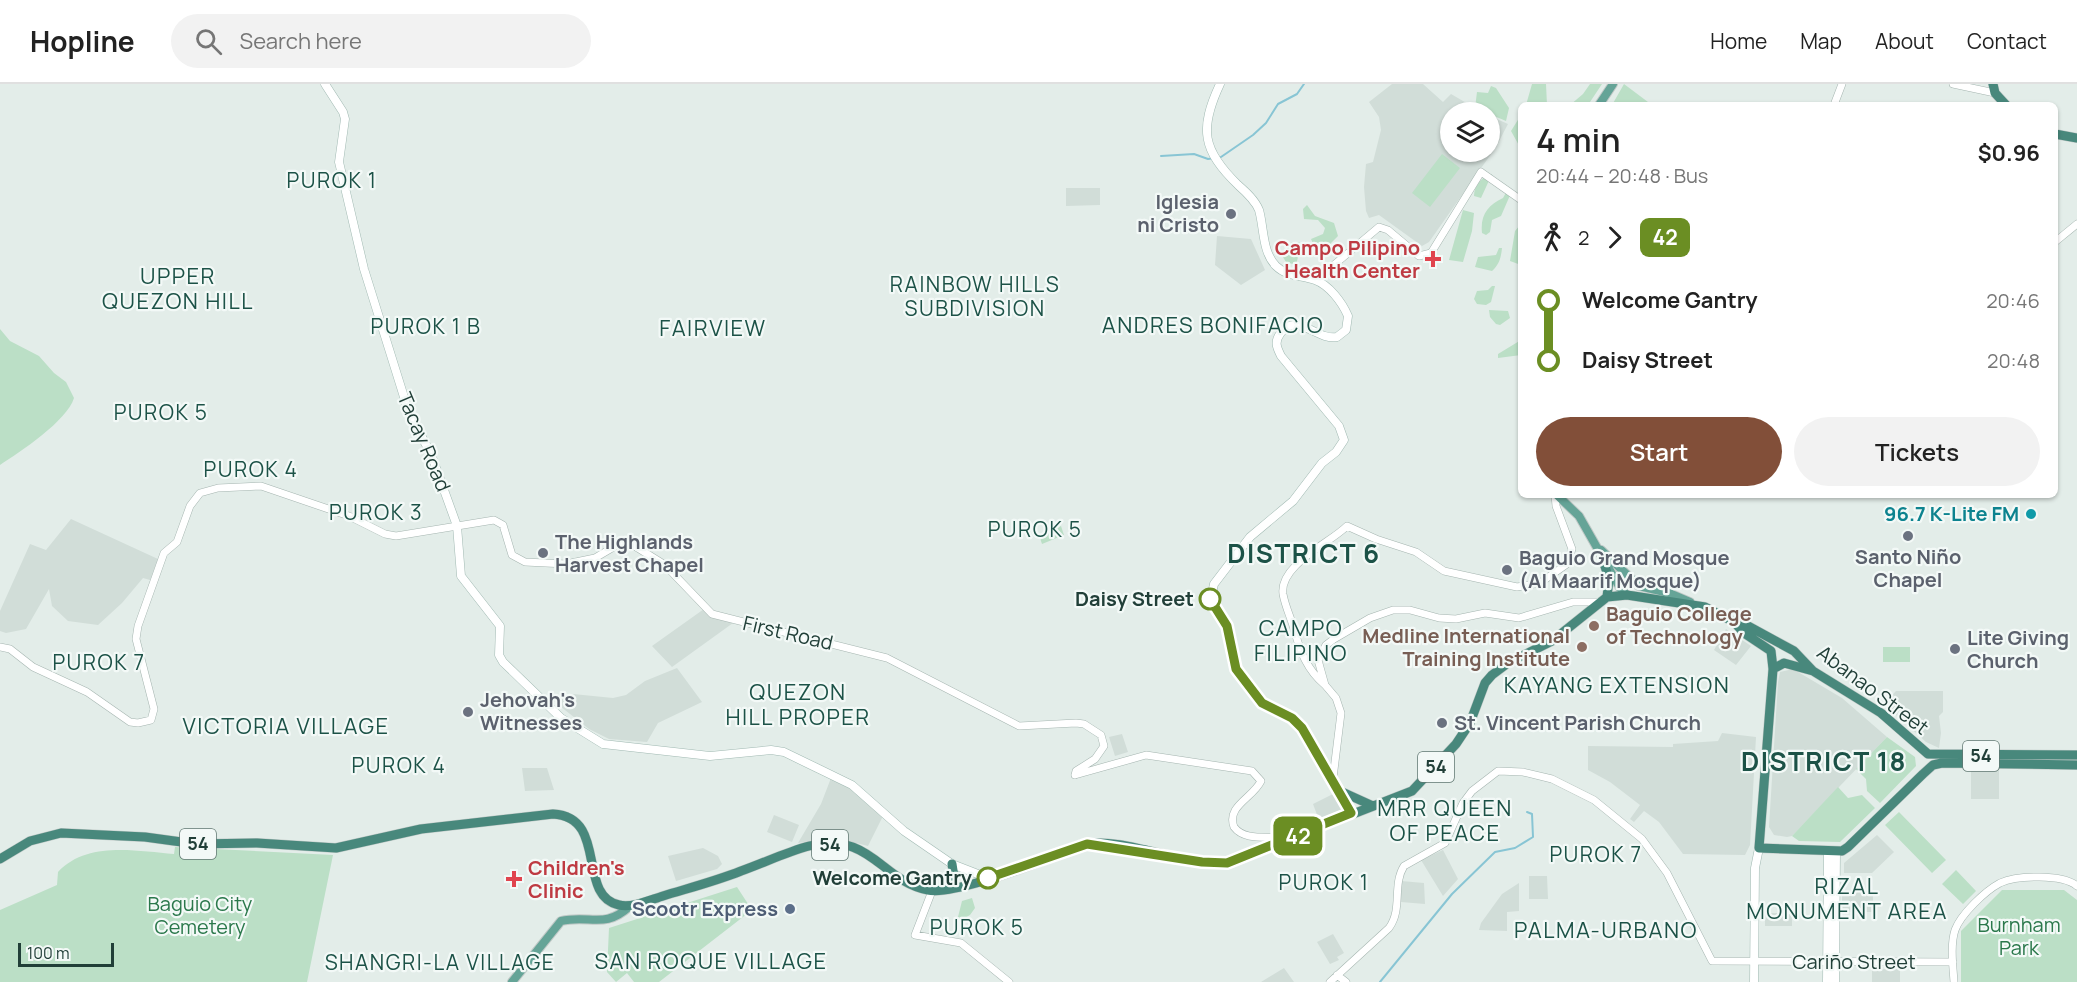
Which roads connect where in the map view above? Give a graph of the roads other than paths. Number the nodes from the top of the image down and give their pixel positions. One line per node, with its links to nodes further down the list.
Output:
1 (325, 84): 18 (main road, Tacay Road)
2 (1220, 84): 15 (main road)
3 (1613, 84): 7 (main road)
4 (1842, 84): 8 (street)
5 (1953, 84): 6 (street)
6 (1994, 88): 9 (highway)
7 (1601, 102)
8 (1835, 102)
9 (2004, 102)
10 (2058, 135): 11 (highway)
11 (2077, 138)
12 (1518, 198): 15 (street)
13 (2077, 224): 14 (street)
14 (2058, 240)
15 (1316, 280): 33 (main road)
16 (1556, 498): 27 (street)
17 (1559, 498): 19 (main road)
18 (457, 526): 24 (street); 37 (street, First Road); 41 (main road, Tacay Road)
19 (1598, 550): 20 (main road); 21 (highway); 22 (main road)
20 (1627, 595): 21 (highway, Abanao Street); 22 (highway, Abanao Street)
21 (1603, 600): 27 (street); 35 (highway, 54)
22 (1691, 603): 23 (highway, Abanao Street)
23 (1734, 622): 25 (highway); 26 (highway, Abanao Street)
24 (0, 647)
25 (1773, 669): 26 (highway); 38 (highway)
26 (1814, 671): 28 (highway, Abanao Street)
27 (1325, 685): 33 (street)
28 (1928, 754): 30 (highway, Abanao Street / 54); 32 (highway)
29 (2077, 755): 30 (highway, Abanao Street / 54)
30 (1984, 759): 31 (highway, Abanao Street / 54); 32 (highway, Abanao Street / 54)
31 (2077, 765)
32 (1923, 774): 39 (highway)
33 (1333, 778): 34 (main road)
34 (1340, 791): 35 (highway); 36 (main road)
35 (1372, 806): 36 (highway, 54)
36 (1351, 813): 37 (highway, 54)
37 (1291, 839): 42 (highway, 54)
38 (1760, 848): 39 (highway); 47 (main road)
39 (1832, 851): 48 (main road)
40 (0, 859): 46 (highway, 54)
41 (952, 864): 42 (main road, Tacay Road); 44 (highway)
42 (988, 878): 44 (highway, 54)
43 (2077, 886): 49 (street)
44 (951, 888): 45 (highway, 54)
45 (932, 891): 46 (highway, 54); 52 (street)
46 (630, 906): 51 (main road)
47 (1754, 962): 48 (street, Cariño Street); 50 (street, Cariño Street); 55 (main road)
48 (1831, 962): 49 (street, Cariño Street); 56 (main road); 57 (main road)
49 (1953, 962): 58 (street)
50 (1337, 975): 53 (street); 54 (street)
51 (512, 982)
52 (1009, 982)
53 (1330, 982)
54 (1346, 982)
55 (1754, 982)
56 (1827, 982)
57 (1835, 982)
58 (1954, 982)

* _About this exercise_: Copy out every line of the data where the word "Abanao" occurs.

* _Finished task_:
20 (1627, 595): 21 (highway, Abanao Street); 22 (highway, Abanao Street)
22 (1691, 603): 23 (highway, Abanao Street)
23 (1734, 622): 25 (highway); 26 (highway, Abanao Street)
26 (1814, 671): 28 (highway, Abanao Street)
28 (1928, 754): 30 (highway, Abanao Street / 54); 32 (highway)
29 (2077, 755): 30 (highway, Abanao Street / 54)
30 (1984, 759): 31 (highway, Abanao Street / 54); 32 (highway, Abanao Street / 54)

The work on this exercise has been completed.